Gillian Ayres

Gillian Ayres Gillian Ayres (1930 – 2018) was one of the leading abstract painters of her generation. While attending St Paul’s Girls’ School, London, she taught art at weekends to the children of blitzed Stepney. In 1946, at the age of sixteen, she enrolled at Camberwell School of Arts and Crafts. Ayres exhibited with Young Contemporaries in 1949 and with the London Group in 1951. Her first solo show was at Gallery One, London, in 1956. The following year she was commissioned to create a large-scale mural for South Hampstead High School for Girls. In 1963 her paintings were included in the Whitechapel Art Gallery’s ground-breaking exhibition British Painting in the 60s. As well as the vibrant, heavily worked canvases for which she is best known, she was also a dedicated printmaker.

The first prints by Ayres published by Alan Cristea were a group of three etchings made in 1998. Ayres went on to create ever increasingly ambitious prints in a variety of techniques including etching, woodcut and monoprint. She also developed new methods, working with carborundum and hand-painting at either end of the printing process. In the late 2000’s Ayres began to work with woodblock, delicately layering inked woodblocks onto textured Japanese paper.
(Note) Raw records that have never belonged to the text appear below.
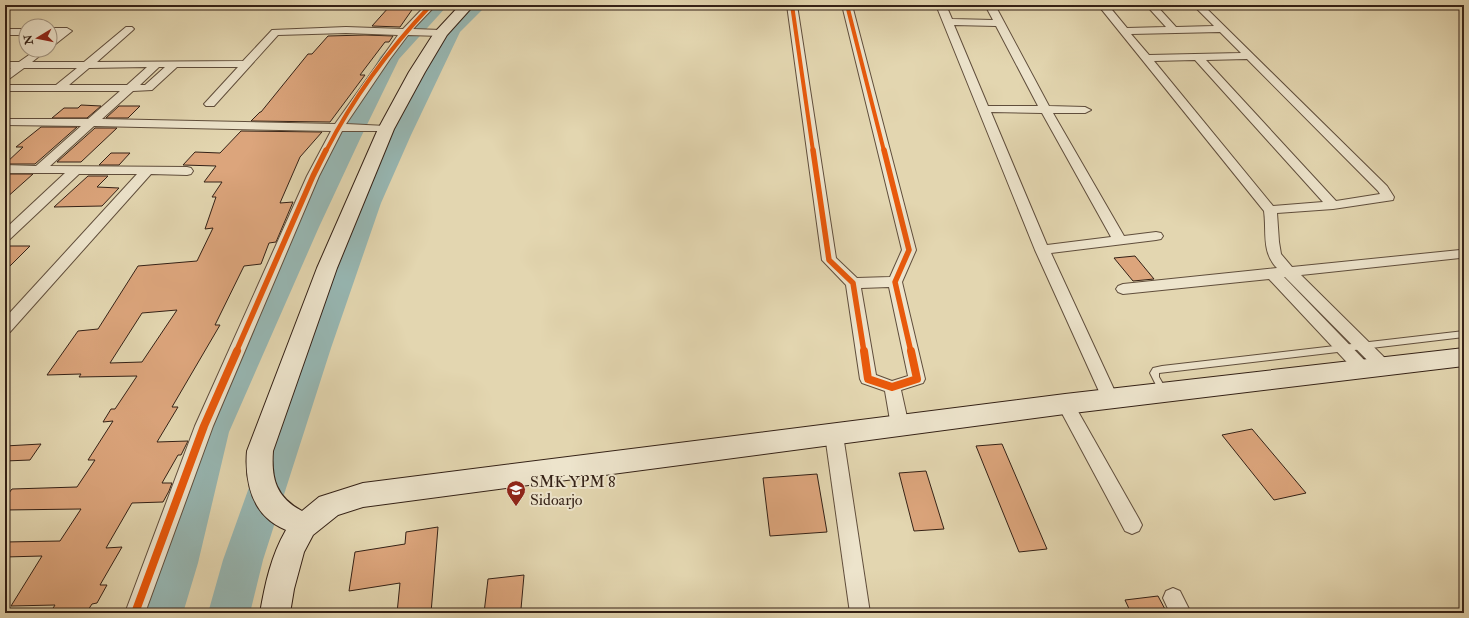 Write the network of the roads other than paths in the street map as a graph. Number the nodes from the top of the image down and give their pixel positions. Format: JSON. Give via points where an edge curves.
{"nodes":[{"id":1,"x":431,"y":5,"type":"edge"},
{"id":2,"x":467,"y":5,"type":"edge"},
{"id":3,"x":792,"y":5,"type":"edge"},
{"id":4,"x":847,"y":5,"type":"edge"},
{"id":5,"x":940,"y":5,"type":"edge"},
{"id":6,"x":990,"y":5,"type":"edge"},
{"id":7,"x":1104,"y":5,"type":"edge"},
{"id":8,"x":1151,"y":5,"type":"edge"},
{"id":9,"x":1198,"y":5,"type":"edge"},
{"id":10,"x":947,"y":22,"type":"junction"},
{"id":11,"x":998,"y":23,"type":"junction"},
{"id":12,"x":130,"y":29,"type":"dead end"},
{"id":13,"x":1223,"y":29,"type":"junction"},
{"id":14,"x":1173,"y":30,"type":"junction"},
{"id":15,"x":58,"y":31,"type":"edge"},
{"id":16,"x":409,"y":31,"type":"junction"},
{"id":17,"x":1124,"y":31,"type":"junction"},
{"id":18,"x":5,"y":32,"type":"edge"},
{"id":19,"x":18,"y":32,"type":"edge"},
{"id":20,"x":435,"y":32,"type":"junction"},
{"id":21,"x":58,"y":38,"type":"edge"},
{"id":22,"x":1250,"y":56,"type":"junction"},
{"id":23,"x":1198,"y":57,"type":"junction"},
{"id":24,"x":31,"y":58,"type":"edge"},
{"id":25,"x":1146,"y":58,"type":"junction"},
{"id":26,"x":157,"y":64,"type":"junction"},
{"id":27,"x":175,"y":64,"type":"junction"},
{"id":28,"x":246,"y":64,"type":"junction"},
{"id":29,"x":5,"y":65,"type":"edge"},
{"id":30,"x":21,"y":65,"type":"junction"},
{"id":31,"x":87,"y":65,"type":"junction"},
{"id":32,"x":5,"y":77,"type":"edge"},
{"id":33,"x":5,"y":88,"type":"edge"},
{"id":34,"x":59,"y":88,"type":"junction"},
{"id":35,"x":130,"y":88,"type":"junction"},
{"id":36,"x":210,"y":104,"type":"dead end"},
{"id":37,"x":983,"y":109,"type":"junction"},
{"id":38,"x":1045,"y":109,"type":"junction"},
{"id":39,"x":1085,"y":110,"type":"dead end"},
{"id":40,"x":5,"y":122,"type":"edge"},
{"id":41,"x":90,"y":123,"type":"junction"},
{"id":42,"x":342,"y":128,"type":"junction"},
{"id":43,"x":379,"y":129,"type":"junction"},
{"id":44,"x":5,"y":169,"type":"edge"},
{"id":45,"x":39,"y":169,"type":"junction"},
{"id":46,"x":76,"y":170,"type":"junction"},
{"id":47,"x":148,"y":170,"type":"junction"},
{"id":48,"x":187,"y":171,"type":"dead end"},
{"id":49,"x":1333,"y":205,"type":"junction"},
{"id":50,"x":1270,"y":210,"type":"junction"},
{"id":51,"x":5,"y":236,"type":"edge"},
{"id":52,"x":1156,"y":236,"type":"dead end"},
{"id":53,"x":1120,"y":240,"type":"junction"},
{"id":54,"x":1042,"y":250,"type":"junction"},
{"id":55,"x":1460,"y":254,"type":"dead end"},
{"id":56,"x":1289,"y":272,"type":"junction"},
{"id":57,"x":1273,"y":274,"type":"junction"},
{"id":58,"x":895,"y":282,"type":"junction"},
{"id":59,"x":853,"y":283,"type":"junction"},
{"id":60,"x":1123,"y":289,"type":"dead end"},
{"id":61,"x":5,"y":328,"type":"edge"},
{"id":62,"x":1464,"y":334,"type":"edge"},
{"id":63,"x":1344,"y":348,"type":"junction"},
{"id":64,"x":1464,"y":357,"type":"edge"},
{"id":65,"x":1370,"y":360,"type":"junction"},
{"id":66,"x":892,"y":387,"type":"junction"},
{"id":67,"x":1163,"y":391,"type":"junction"},
{"id":68,"x":1110,"y":398,"type":"junction"},
{"id":69,"x":1065,"y":404,"type":"junction"},
{"id":70,"x":900,"y":426,"type":"junction"},
{"id":71,"x":834,"y":435,"type":"junction"},
{"id":72,"x":1132,"y":525,"type":"dead end"},
{"id":73,"x":303,"y":526,"type":"junction"},
{"id":74,"x":135,"y":613,"type":"edge"},
{"id":75,"x":275,"y":613,"type":"edge"},
{"id":76,"x":860,"y":613,"type":"edge"}],
"edges":[{"from":1,"to":16,"type":"street"},
{"from":2,"to":20,"type":"main road"},
{"from":3,"to":59,"type":"street","via":[[829,260]]},
{"from":4,"to":58,"type":"street","via":[[909,250]]},
{"from":5,"to":10,"type":"street"},
{"from":6,"to":11,"type":"street"},
{"from":7,"to":17,"type":"street"},
{"from":8,"to":14,"type":"street"},
{"from":9,"to":13,"type":"street"},
{"from":10,"to":11,"type":"street"},
{"from":10,"to":37,"type":"street"},
{"from":11,"to":38,"type":"street"},
{"from":12,"to":31,"type":"street"},
{"from":13,"to":14,"type":"street"},
{"from":13,"to":22,"type":"street"},
{"from":14,"to":17,"type":"street"},
{"from":15,"to":21,"type":"street","via":[[67,31]]},
{"from":16,"to":20,"type":"street"},
{"from":16,"to":28,"type":"street","via":[[275,32]]},
{"from":16,"to":42,"type":"street","via":[[386,57]]},
{"from":17,"to":25,"type":"street"},
{"from":18,"to":19,"type":"street"},
{"from":20,"to":43,"type":"main road","via":[[417,72]]},
{"from":22,"to":23,"type":"street"},
{"from":22,"to":49,"type":"street","via":[[1383,189],[1388,197]]},
{"from":23,"to":25,"type":"street"},
{"from":23,"to":49,"type":"street"},
{"from":24,"to":30,"type":"street"},
{"from":25,"to":50,"type":"street"},
{"from":26,"to":27,"type":"street"},
{"from":26,"to":31,"type":"street"},
{"from":26,"to":35,"type":"street"},
{"from":27,"to":28,"type":"street"},
{"from":27,"to":35,"type":"street","via":[[148,88]]},
{"from":28,"to":36,"type":"street"},
{"from":29,"to":30,"type":"street"},
{"from":30,"to":31,"type":"street"},
{"from":30,"to":32,"type":"street"},
{"from":31,"to":34,"type":"street"},
{"from":33,"to":34,"type":"street"},
{"from":34,"to":35,"type":"street"},
{"from":35,"to":41,"type":"street"},
{"from":37,"to":38,"type":"street"},
{"from":37,"to":54,"type":"street"},
{"from":38,"to":39,"type":"street"},
{"from":38,"to":53,"type":"street"},
{"from":40,"to":41,"type":"street"},
{"from":41,"to":42,"type":"street"},
{"from":41,"to":45,"type":"street"},
{"from":42,"to":43,"type":"street"},
{"from":42,"to":74,"type":"street","via":[[313,176],[204,426]]},
{"from":43,"to":73,"type":"main road","via":[[260,451],[262,485],[275,508]]},
{"from":44,"to":45,"type":"street"},
{"from":45,"to":46,"type":"street"},
{"from":46,"to":47,"type":"street"},
{"from":46,"to":51,"type":"street"},
{"from":47,"to":48,"type":"street"},
{"from":47,"to":61,"type":"street"},
{"from":49,"to":50,"type":"street"},
{"from":50,"to":56,"type":"street","via":[[1273,253]]},
{"from":52,"to":53,"type":"street"},
{"from":53,"to":54,"type":"street"},
{"from":54,"to":68,"type":"street"},
{"from":55,"to":56,"type":"street"},
{"from":56,"to":57,"type":"street"},
{"from":56,"to":65,"type":"street"},
{"from":57,"to":60,"type":"street"},
{"from":57,"to":63,"type":"street"},
{"from":58,"to":59,"type":"street"},
{"from":58,"to":66,"type":"street","via":[[917,379]]},
{"from":59,"to":66,"type":"street","via":[[868,380]]},
{"from":62,"to":65,"type":"lane"},
{"from":63,"to":65,"type":"street"},
{"from":63,"to":65,"type":"lane"},
{"from":63,"to":67,"type":"lane","via":[[1156,370],[1155,377]]},
{"from":64,"to":65,"type":"main road"},
{"from":65,"to":67,"type":"main road"},
{"from":66,"to":70,"type":"street"},
{"from":67,"to":68,"type":"main road"},
{"from":68,"to":69,"type":"main road"},
{"from":69,"to":70,"type":"main road"},
{"from":69,"to":72,"type":"street"},
{"from":70,"to":71,"type":"main road"},
{"from":71,"to":73,"type":"main road","via":[[363,495],[329,506]]},
{"from":71,"to":76,"type":"street"},
{"from":73,"to":75,"type":"main road","via":[[290,550]]}]}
Ayres’ devotion to making original prints was unremitting, and increased with every year that passed, culminating in a large body of graphic work in her final years which rivaled the magnitude and vividness of her abstract paintings.
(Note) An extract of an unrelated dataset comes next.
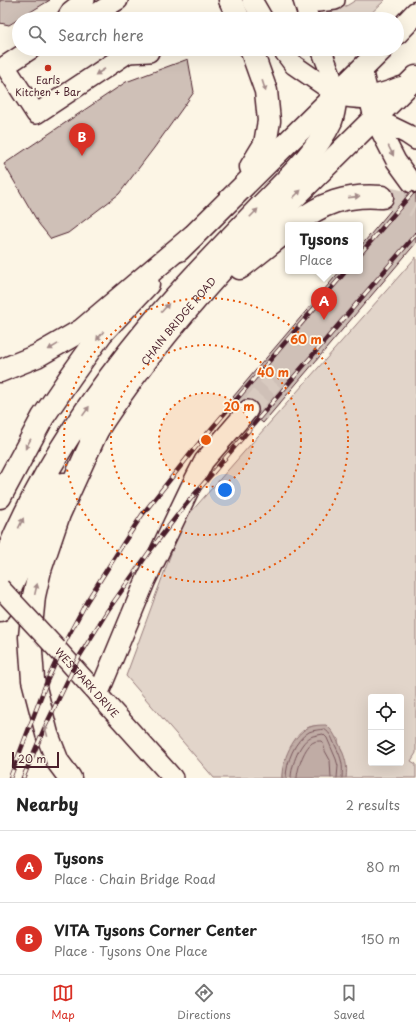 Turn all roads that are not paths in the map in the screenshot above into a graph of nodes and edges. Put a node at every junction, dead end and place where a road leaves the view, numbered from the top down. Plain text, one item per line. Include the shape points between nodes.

Her paintings and prints are held by major museums and galleries around the world including Tate, London; British Museum, London; Arts Council, London; Victoria and Albert Museum, London; Walker Art Gallery, Liverpool; Ulster Museum, Belfast; National Museum of Wales, Cardiff; Museum of Modern Art, New York; Museum of Fine Art, Boston; Yale Center for British Art, New Haven; Calouste Gulbenkian Foundation, Lisbon; National Gallery of Australia, Canberra; Museum of Modern Art, Brasilia.

Gillian Ayres died aged 88 in April 2018, in North Devon, England.